### WHAT YOU HAVE TO DO
From the entries below, please gather each line containing the string "Trinh".

### EXERCISE MATERIAL
────────────────────
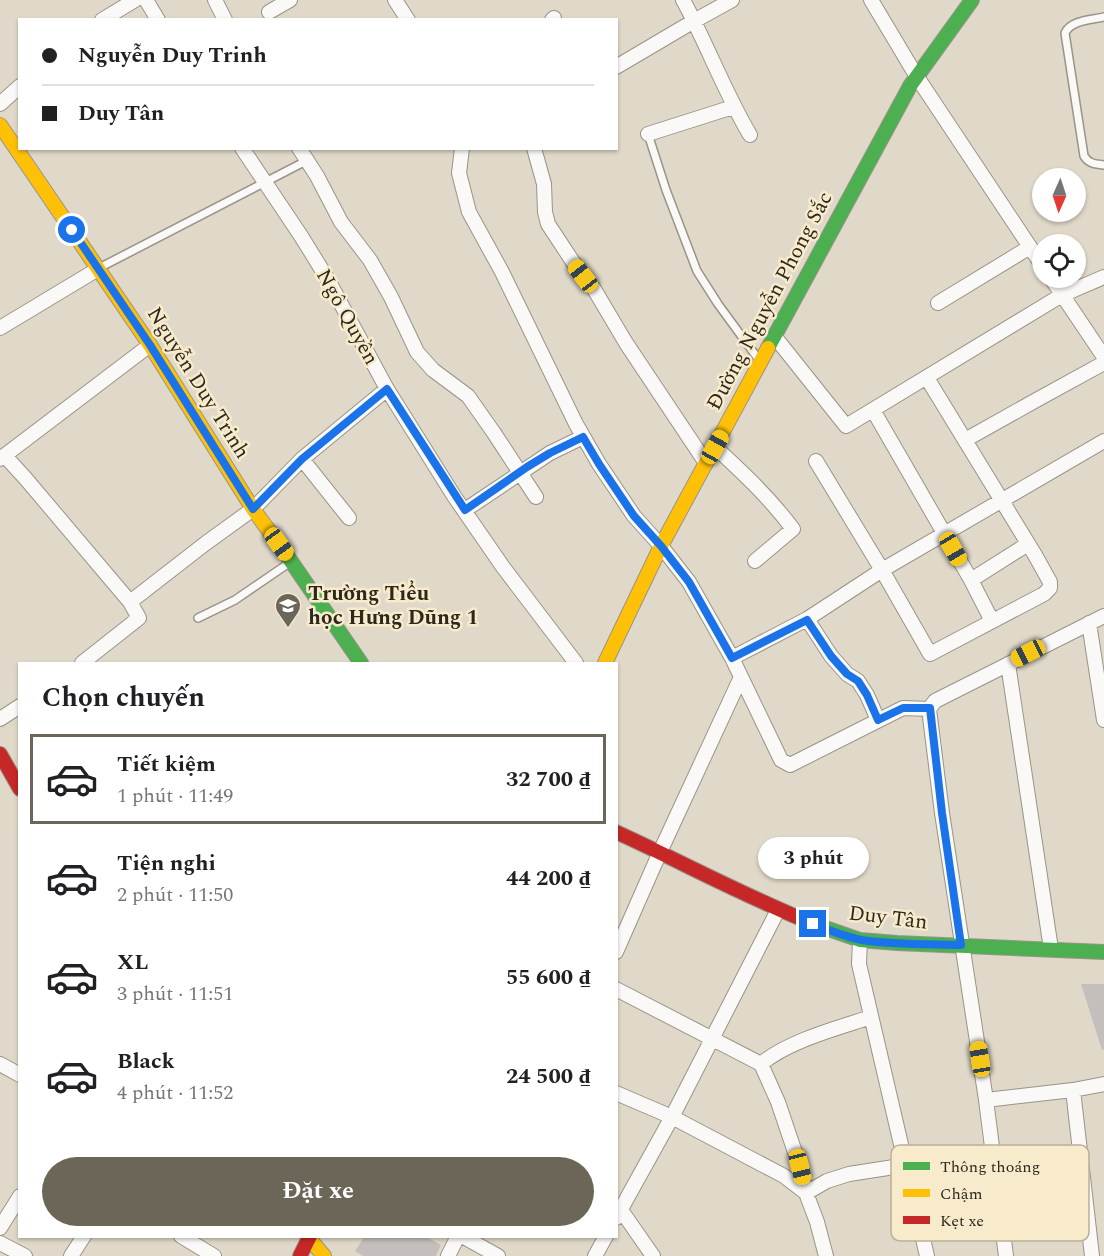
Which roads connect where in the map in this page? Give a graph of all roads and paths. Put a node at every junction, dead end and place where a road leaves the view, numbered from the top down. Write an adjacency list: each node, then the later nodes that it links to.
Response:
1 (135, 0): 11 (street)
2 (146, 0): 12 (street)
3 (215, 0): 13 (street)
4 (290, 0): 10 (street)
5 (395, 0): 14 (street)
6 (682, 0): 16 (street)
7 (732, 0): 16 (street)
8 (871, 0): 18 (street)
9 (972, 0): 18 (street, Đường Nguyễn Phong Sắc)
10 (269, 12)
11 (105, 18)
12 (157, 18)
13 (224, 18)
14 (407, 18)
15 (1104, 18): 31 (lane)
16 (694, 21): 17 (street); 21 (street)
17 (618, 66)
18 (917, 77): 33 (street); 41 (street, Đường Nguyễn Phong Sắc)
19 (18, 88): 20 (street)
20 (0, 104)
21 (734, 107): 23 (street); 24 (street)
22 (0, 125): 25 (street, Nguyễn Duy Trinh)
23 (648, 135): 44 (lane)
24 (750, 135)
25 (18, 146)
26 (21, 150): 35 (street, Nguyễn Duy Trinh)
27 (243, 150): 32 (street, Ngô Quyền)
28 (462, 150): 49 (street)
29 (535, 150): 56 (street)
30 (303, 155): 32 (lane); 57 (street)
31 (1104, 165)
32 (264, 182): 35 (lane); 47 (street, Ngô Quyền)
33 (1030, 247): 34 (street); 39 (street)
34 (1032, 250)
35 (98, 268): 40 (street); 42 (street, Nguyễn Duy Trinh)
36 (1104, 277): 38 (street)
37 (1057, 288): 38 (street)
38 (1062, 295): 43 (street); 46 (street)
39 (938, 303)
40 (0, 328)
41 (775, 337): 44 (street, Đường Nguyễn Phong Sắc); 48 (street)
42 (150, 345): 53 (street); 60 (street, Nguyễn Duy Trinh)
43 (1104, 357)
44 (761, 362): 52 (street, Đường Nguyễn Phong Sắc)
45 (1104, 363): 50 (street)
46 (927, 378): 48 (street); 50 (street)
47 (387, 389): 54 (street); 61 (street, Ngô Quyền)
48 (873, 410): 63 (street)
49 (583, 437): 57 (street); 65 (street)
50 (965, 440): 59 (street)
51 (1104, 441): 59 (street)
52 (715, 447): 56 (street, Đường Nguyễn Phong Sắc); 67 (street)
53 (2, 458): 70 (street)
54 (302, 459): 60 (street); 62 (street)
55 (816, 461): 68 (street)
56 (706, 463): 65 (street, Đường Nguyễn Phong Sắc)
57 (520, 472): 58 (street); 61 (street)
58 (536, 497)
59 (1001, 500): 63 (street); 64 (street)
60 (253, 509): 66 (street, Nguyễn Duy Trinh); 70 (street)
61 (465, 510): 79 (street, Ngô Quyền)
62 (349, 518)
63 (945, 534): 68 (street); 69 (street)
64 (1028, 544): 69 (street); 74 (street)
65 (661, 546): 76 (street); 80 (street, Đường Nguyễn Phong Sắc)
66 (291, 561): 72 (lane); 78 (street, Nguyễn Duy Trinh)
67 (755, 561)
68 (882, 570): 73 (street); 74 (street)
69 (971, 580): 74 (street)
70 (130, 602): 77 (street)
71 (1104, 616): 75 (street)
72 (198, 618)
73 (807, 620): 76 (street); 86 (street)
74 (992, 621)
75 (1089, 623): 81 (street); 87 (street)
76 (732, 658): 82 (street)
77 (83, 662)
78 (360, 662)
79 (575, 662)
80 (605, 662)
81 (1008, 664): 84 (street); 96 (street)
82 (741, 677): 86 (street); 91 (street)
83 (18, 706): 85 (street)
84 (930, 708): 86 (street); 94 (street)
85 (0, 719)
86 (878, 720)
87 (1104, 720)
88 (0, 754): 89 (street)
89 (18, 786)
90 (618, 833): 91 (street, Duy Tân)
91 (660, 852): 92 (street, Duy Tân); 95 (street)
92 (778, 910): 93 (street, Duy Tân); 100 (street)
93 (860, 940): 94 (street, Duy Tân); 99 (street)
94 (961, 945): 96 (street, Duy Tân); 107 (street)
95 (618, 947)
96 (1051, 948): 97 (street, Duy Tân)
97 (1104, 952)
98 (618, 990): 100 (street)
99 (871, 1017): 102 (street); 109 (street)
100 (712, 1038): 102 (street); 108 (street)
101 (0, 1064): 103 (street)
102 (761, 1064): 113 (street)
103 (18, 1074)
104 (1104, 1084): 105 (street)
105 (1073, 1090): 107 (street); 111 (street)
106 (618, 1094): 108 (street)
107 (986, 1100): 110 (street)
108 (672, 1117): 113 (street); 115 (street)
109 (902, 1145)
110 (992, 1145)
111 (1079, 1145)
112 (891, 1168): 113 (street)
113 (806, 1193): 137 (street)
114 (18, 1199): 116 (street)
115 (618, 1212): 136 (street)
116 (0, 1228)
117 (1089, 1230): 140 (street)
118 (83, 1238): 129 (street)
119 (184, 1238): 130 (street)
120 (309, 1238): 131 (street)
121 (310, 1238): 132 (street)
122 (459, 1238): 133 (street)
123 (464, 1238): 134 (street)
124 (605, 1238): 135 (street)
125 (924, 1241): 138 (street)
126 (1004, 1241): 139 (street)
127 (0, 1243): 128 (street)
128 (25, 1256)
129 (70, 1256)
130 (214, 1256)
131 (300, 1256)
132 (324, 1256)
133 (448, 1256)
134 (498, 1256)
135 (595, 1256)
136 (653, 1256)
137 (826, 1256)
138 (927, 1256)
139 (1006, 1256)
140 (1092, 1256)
────────────────────
### TASK SOLUTION
22 (0, 125): 25 (street, Nguyễn Duy Trinh)
26 (21, 150): 35 (street, Nguyễn Duy Trinh)
35 (98, 268): 40 (street); 42 (street, Nguyễn Duy Trinh)
42 (150, 345): 53 (street); 60 (street, Nguyễn Duy Trinh)
60 (253, 509): 66 (street, Nguyễn Duy Trinh); 70 (street)
66 (291, 561): 72 (lane); 78 (street, Nguyễn Duy Trinh)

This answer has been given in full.